**Given data:**
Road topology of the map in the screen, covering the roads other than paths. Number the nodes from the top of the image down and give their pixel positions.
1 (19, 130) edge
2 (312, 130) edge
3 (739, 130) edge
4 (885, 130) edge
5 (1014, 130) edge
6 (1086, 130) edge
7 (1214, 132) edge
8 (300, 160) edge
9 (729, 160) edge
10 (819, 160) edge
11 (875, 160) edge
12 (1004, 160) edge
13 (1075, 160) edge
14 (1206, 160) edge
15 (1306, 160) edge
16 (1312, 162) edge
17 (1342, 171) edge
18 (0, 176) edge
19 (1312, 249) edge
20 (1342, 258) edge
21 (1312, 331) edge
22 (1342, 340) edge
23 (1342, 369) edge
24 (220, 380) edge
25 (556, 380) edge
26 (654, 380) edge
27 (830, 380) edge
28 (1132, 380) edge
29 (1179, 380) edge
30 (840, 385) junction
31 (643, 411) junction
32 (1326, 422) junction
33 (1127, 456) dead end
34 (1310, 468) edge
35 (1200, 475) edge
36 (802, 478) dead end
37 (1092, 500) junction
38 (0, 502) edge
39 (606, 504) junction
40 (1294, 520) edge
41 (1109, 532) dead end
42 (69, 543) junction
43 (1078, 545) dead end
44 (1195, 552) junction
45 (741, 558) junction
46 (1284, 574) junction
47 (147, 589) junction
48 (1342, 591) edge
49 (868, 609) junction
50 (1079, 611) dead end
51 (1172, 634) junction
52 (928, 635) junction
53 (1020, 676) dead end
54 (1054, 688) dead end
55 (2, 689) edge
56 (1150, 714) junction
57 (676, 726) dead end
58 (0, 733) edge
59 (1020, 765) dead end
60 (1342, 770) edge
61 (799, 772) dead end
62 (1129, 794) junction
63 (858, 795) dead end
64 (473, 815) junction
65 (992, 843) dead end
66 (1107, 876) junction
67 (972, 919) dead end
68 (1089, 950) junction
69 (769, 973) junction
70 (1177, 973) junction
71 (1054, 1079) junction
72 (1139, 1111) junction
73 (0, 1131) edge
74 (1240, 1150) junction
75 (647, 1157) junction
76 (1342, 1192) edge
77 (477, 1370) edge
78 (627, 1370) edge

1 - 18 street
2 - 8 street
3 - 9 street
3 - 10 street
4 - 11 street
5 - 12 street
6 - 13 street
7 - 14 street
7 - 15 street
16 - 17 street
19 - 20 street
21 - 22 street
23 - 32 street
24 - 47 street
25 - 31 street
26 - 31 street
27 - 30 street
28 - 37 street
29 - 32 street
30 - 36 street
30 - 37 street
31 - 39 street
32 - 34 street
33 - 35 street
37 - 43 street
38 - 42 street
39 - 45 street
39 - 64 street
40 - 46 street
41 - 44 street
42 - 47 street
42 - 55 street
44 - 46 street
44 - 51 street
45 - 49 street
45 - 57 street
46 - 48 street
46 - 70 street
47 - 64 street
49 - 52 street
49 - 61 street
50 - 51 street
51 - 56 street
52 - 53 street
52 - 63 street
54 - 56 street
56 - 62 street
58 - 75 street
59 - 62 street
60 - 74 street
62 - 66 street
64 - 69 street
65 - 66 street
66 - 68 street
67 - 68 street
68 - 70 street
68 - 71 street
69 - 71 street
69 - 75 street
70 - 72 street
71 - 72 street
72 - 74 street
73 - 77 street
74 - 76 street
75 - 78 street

**About this task:** What's wanted here is every record, retyped exactly as shown above.

**Problem solution:**
Road topology of the map in the screen, covering the roads other than paths. Number the nodes from the top of the image down and give their pixel positions.
1 (19, 130) edge
2 (312, 130) edge
3 (739, 130) edge
4 (885, 130) edge
5 (1014, 130) edge
6 (1086, 130) edge
7 (1214, 132) edge
8 (300, 160) edge
9 (729, 160) edge
10 (819, 160) edge
11 (875, 160) edge
12 (1004, 160) edge
13 (1075, 160) edge
14 (1206, 160) edge
15 (1306, 160) edge
16 (1312, 162) edge
17 (1342, 171) edge
18 (0, 176) edge
19 (1312, 249) edge
20 (1342, 258) edge
21 (1312, 331) edge
22 (1342, 340) edge
23 (1342, 369) edge
24 (220, 380) edge
25 (556, 380) edge
26 (654, 380) edge
27 (830, 380) edge
28 (1132, 380) edge
29 (1179, 380) edge
30 (840, 385) junction
31 (643, 411) junction
32 (1326, 422) junction
33 (1127, 456) dead end
34 (1310, 468) edge
35 (1200, 475) edge
36 (802, 478) dead end
37 (1092, 500) junction
38 (0, 502) edge
39 (606, 504) junction
40 (1294, 520) edge
41 (1109, 532) dead end
42 (69, 543) junction
43 (1078, 545) dead end
44 (1195, 552) junction
45 (741, 558) junction
46 (1284, 574) junction
47 (147, 589) junction
48 (1342, 591) edge
49 (868, 609) junction
50 (1079, 611) dead end
51 (1172, 634) junction
52 (928, 635) junction
53 (1020, 676) dead end
54 (1054, 688) dead end
55 (2, 689) edge
56 (1150, 714) junction
57 (676, 726) dead end
58 (0, 733) edge
59 (1020, 765) dead end
60 (1342, 770) edge
61 (799, 772) dead end
62 (1129, 794) junction
63 (858, 795) dead end
64 (473, 815) junction
65 (992, 843) dead end
66 (1107, 876) junction
67 (972, 919) dead end
68 (1089, 950) junction
69 (769, 973) junction
70 (1177, 973) junction
71 (1054, 1079) junction
72 (1139, 1111) junction
73 (0, 1131) edge
74 (1240, 1150) junction
75 (647, 1157) junction
76 (1342, 1192) edge
77 (477, 1370) edge
78 (627, 1370) edge

1 - 18 street
2 - 8 street
3 - 9 street
3 - 10 street
4 - 11 street
5 - 12 street
6 - 13 street
7 - 14 street
7 - 15 street
16 - 17 street
19 - 20 street
21 - 22 street
23 - 32 street
24 - 47 street
25 - 31 street
26 - 31 street
27 - 30 street
28 - 37 street
29 - 32 street
30 - 36 street
30 - 37 street
31 - 39 street
32 - 34 street
33 - 35 street
37 - 43 street
38 - 42 street
39 - 45 street
39 - 64 street
40 - 46 street
41 - 44 street
42 - 47 street
42 - 55 street
44 - 46 street
44 - 51 street
45 - 49 street
45 - 57 street
46 - 48 street
46 - 70 street
47 - 64 street
49 - 52 street
49 - 61 street
50 - 51 street
51 - 56 street
52 - 53 street
52 - 63 street
54 - 56 street
56 - 62 street
58 - 75 street
59 - 62 street
60 - 74 street
62 - 66 street
64 - 69 street
65 - 66 street
66 - 68 street
67 - 68 street
68 - 70 street
68 - 71 street
69 - 71 street
69 - 75 street
70 - 72 street
71 - 72 street
72 - 74 street
73 - 77 street
74 - 76 street
75 - 78 street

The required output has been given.